—CIBC’s new ad campaign is based on an imagined scenario of therapy dogs helping people relax when talking personal finances. But Eric Blais wonders if the scenario might be too believable—
Toronto-based Corporate Canine Therapy provides trained therapy dogs to promote productivity and well-being by offering therapeutic visits to offices and private spaces. Canine therapy has been shown to reduce stress levels, provide comfort, and even lower blood pressure. While most of the services offered are therapeutic, the company also provides canines for advertising and film work. It must be a way to keep Champ, Bobo, Bacon, and Luna busy in downtimes.
This blurring of the line between canine therapy and thespianism brings me to CIBC’s latest advertising, featuring what it calls Financial Stress Companions. (Read The Message’s story here.)
Therapy dogs help vulnerable populations like people in hospice care or hospitals, and people suffering from high anxiety and stress. Students cramming for finals can benefit from therapy dogs as a method of stress reduction, as can stressed-out workers. Organizations like the Washington state-based non-profit Pet Partners host therapy animal events at companies such as Google, Aetna, and Farmers Insurance.
But could therapy dogs help people who feel stressed when talking about their personal finances and financial planning? That appears to be the question that inspired a new campaign from CIBC and its recently hired agency, Courage.
To be sure, financial anxiety is a big deal.
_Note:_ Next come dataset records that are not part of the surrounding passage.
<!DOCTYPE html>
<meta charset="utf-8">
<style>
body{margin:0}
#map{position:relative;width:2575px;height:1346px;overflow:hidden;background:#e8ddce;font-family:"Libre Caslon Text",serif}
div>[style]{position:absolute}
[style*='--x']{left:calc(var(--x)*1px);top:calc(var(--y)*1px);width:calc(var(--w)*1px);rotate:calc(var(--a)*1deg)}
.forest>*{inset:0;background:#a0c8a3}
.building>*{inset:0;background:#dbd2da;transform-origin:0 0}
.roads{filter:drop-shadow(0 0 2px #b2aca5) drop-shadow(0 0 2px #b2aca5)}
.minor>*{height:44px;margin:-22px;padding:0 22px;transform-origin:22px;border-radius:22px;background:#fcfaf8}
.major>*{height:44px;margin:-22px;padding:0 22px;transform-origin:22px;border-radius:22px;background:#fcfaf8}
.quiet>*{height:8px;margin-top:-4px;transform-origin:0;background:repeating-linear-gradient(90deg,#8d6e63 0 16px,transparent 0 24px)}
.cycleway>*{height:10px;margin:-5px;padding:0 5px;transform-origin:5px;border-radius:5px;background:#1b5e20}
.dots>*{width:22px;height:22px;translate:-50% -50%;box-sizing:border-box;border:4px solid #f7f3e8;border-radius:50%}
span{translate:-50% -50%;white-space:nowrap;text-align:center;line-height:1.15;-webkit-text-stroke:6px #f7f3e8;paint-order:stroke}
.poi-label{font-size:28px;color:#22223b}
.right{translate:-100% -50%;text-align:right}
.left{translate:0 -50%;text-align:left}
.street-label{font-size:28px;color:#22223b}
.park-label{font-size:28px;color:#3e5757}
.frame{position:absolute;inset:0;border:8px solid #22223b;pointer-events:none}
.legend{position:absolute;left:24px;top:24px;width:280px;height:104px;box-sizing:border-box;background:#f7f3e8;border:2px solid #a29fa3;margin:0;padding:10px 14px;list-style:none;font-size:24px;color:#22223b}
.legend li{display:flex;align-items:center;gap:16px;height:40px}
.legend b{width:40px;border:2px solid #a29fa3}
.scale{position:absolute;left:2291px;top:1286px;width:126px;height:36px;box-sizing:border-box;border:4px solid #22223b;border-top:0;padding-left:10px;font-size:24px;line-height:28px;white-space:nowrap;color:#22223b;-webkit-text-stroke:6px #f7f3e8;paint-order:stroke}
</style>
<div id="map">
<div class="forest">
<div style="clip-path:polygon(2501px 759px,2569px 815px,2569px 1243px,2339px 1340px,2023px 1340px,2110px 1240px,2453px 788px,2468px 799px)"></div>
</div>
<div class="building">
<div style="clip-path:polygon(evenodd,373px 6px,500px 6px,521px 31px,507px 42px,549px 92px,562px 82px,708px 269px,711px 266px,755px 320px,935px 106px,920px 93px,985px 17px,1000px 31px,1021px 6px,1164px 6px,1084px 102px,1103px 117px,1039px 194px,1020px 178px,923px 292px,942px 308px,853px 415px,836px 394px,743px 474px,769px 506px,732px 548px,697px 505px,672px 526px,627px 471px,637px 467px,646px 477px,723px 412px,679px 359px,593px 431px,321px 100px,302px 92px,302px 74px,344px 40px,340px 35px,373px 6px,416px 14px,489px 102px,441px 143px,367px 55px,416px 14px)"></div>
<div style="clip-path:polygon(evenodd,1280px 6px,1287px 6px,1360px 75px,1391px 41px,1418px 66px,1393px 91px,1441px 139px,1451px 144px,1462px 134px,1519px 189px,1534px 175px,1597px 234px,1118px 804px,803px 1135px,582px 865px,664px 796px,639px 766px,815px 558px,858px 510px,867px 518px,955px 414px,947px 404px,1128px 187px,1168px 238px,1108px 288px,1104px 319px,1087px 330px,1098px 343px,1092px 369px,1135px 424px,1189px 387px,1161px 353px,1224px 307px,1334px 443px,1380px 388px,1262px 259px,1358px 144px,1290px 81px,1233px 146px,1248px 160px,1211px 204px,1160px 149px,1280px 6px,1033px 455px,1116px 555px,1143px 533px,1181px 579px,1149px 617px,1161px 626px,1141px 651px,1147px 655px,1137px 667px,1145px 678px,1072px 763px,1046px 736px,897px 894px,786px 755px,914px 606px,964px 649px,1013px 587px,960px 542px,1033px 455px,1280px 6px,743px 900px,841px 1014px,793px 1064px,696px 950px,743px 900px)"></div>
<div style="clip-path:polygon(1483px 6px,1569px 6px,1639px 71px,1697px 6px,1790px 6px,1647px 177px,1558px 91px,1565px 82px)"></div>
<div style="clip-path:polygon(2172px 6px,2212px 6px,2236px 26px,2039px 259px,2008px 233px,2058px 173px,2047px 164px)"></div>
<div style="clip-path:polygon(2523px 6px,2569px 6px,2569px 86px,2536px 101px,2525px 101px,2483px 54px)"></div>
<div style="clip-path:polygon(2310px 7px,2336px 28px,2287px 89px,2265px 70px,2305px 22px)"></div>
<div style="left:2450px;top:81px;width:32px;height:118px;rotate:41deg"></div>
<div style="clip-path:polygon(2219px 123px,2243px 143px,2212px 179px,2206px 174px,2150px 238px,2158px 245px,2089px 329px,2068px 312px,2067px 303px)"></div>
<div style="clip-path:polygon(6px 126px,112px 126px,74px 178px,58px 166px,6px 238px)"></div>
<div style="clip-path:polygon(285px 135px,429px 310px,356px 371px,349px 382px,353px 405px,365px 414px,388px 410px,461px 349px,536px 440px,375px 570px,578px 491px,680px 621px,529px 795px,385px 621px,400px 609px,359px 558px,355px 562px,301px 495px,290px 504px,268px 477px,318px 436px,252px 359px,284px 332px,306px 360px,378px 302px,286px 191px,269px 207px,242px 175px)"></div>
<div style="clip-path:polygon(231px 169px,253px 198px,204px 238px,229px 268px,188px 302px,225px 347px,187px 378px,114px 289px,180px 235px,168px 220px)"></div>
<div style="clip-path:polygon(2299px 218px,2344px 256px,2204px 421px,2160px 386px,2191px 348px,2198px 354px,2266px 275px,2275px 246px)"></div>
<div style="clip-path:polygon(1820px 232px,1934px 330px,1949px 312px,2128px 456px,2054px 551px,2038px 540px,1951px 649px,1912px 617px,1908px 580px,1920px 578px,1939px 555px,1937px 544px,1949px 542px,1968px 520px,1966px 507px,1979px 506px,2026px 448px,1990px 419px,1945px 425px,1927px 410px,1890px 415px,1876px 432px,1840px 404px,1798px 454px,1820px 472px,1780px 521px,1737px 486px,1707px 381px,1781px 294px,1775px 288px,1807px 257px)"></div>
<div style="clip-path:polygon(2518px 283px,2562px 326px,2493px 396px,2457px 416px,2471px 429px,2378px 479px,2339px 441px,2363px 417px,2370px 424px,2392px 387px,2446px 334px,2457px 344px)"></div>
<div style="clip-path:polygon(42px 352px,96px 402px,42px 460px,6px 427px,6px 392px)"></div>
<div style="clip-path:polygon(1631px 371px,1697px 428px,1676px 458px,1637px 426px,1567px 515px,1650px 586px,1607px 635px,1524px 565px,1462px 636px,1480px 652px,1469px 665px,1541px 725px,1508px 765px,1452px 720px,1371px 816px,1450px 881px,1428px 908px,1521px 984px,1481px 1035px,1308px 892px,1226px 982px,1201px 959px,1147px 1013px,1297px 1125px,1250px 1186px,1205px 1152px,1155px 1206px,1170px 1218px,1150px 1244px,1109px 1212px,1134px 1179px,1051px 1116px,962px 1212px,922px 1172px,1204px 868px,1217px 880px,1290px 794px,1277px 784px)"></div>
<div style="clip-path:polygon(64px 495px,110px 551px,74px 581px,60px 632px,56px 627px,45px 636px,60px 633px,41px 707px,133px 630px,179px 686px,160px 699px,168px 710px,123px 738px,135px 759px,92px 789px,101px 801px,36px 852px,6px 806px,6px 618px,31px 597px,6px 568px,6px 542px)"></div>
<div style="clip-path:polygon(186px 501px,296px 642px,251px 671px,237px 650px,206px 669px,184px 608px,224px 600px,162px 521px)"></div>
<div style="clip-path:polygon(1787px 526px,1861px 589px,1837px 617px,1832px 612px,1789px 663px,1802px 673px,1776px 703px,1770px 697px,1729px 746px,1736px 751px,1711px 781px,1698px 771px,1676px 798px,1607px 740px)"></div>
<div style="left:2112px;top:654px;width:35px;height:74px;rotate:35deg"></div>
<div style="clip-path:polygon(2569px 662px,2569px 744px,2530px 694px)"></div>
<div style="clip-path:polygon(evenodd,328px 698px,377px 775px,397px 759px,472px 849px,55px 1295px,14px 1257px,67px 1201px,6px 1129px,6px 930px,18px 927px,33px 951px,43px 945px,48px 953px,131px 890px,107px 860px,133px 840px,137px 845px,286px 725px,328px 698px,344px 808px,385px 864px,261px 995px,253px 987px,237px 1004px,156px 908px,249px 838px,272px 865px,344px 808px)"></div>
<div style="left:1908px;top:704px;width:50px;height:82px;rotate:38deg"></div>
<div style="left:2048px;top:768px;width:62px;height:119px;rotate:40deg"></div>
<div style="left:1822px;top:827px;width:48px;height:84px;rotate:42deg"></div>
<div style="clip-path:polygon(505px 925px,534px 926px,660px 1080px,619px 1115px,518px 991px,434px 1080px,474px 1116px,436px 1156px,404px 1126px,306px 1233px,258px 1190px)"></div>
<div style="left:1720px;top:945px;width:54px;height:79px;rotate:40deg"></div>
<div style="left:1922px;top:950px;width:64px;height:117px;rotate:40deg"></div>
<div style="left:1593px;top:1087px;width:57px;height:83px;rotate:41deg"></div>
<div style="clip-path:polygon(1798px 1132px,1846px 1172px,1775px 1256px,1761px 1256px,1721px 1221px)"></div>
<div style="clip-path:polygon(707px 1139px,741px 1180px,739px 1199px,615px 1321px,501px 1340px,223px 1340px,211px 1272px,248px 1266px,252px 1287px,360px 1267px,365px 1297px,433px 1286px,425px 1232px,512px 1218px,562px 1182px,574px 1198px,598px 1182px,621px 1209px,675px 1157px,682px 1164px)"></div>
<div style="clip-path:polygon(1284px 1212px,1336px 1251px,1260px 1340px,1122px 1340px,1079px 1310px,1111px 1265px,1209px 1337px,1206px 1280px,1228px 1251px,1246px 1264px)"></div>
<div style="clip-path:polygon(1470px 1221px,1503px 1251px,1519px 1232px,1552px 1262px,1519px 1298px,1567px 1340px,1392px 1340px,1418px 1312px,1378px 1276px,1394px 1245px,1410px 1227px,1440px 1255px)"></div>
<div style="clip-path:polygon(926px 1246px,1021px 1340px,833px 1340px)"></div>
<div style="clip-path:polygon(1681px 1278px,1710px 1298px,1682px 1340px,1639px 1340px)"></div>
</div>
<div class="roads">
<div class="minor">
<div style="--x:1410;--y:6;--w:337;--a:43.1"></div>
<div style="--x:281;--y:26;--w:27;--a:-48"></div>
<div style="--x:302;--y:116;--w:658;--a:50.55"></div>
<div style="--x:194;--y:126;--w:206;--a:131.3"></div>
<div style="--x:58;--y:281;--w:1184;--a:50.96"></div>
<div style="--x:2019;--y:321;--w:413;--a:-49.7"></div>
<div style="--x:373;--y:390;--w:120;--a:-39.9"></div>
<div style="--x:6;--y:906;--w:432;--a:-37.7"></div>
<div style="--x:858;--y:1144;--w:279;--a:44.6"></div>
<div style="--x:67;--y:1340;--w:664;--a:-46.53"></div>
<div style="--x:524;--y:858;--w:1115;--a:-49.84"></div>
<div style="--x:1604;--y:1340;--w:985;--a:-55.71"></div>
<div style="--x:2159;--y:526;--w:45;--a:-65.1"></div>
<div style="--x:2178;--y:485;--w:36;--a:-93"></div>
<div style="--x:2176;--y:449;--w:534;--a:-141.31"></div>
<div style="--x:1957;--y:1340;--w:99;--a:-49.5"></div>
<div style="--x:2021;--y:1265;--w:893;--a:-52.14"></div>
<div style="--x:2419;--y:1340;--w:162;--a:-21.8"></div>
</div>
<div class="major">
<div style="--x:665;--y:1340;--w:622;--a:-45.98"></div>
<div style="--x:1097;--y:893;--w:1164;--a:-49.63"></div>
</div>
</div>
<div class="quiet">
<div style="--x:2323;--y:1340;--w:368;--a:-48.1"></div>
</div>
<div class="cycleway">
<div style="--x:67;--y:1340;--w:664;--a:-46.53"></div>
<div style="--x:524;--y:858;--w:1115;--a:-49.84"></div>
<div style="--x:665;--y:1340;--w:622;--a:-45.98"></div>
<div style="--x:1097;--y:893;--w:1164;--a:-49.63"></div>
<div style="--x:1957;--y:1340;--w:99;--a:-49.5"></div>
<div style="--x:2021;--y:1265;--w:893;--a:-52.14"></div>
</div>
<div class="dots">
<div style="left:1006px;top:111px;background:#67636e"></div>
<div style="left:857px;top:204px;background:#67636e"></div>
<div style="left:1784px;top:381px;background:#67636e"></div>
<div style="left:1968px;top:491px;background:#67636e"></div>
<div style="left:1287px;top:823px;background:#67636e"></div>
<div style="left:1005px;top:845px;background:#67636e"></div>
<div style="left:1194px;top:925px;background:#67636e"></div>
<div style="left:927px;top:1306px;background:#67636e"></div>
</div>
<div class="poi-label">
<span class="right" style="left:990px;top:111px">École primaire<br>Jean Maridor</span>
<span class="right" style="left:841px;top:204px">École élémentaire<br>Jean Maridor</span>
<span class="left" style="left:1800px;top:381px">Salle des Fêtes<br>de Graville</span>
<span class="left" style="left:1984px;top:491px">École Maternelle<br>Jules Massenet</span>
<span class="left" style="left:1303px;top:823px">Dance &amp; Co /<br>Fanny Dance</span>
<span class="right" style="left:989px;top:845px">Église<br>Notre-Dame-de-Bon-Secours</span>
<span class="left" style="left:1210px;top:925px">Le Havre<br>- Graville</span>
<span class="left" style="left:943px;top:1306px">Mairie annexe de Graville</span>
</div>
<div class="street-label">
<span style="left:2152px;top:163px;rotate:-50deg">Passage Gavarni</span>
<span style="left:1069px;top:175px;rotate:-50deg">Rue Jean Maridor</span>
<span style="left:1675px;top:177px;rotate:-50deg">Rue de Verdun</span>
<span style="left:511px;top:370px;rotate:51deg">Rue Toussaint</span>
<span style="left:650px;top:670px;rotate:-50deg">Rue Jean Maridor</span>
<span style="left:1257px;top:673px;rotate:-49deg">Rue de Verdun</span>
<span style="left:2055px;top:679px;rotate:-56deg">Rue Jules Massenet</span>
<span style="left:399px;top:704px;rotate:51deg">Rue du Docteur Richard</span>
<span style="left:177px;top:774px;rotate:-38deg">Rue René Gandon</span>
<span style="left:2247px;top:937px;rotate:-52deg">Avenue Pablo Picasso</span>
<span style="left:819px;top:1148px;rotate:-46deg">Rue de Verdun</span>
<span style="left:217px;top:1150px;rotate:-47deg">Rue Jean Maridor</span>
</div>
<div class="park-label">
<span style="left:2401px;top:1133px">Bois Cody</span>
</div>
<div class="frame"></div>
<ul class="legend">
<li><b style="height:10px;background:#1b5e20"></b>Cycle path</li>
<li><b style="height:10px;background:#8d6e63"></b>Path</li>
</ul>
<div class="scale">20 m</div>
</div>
According to a 2022 survey by the FP Canada Institute, which provides professional education to financial planners, one in three Canadians (35%) say financial stress is leading to anxiety, depression, or mental health issues.
Every big bank would like to believe its financial planners can help their clients with that anxiety. But CIBC and Courage seemingly realized it would be difficult to stand out with another ad about its financial advisors, whereas an experiment with canine therapy to relieve financial anxiety would grab people’s attention. After all, it’s been well documented that babies and puppies in ads can elicit positive consumer responses.
Before I go further, I should say that our firm worked with CIBC for the past decade, providing French adaptations of national campaigns for the Quebec market until new agency partners were hired last fall. What follows is not sour grapes—the firm is doing just fine. This is simply what I would have said if I was still working on the brand.
I might be naive, but I suspect I am not alone in believing it’s possible that CIBC could actually be offering some sort of canine therapy to its customers. If banks can offer free iPads and Nespresso coffee makers just for opening an account, it’s possible they could include canine therapy as part of consultations with financial advisors.
As reported by The Message, “this was a one-time experiment captured for film to deliver a larger message about CIBC.” And senior vice-president of marketing Tammy Sadinsky said they liked the dogs idea as “a metaphor for the way talking to one of our advisors makes people feel.”
But I’m not sure everyone will get the metaphor.
The advertising suggests that the “experiment” had a positive impact on customers’ financial stress levels. I suspect many will assume that CIBC is now offering this solution to other customers. The descriptive text accompanying the video online claims that CIBC “introduced Financial Stress Companions, a CIBC experiment, to help people have a real talk about their money. Because that’s the first step to a real solution. Visit CIBC.com to book a chat with one of our advisors and get started.”
The television spot and in-branch poster featuring a woman hugging a therapy dog suggest to me that Financial Stress Companions is a real program. It’s capitalized, which usually indicates it’s a proprietary program. It is made even more plausible by the television spot’s narrative, which begins with what looks like an authentic testimonial from a customer who is stressed about his money situation. The closing super, with the invitation to have a “real” talk about money, further suggests the whole thing is real, and I could not see the usual bank disclaimer that “conditions apply.”
One commentator on CIBC’s Instagram post wrote, “Hold on… is it a real experiment or a joke? Love the idea if it’s a real pilot.”
I had the same question, so I visited the nearest CIBC branch to inquire about getting a Financial Stress Companion. I briefly met with an advisor and asked him if a long-time customer like me could get access to the canine therapy provided by the bank’s new Financial Stress Companion. He answered with a smile: “That’s just marketing.” That’s a risky experiment for a bank that wants to make its customers’ ambitions real by being real in all it does.
Eric Blais is the president of Headspace Marketing, a consultancy that helps marketers build brands in Quebec.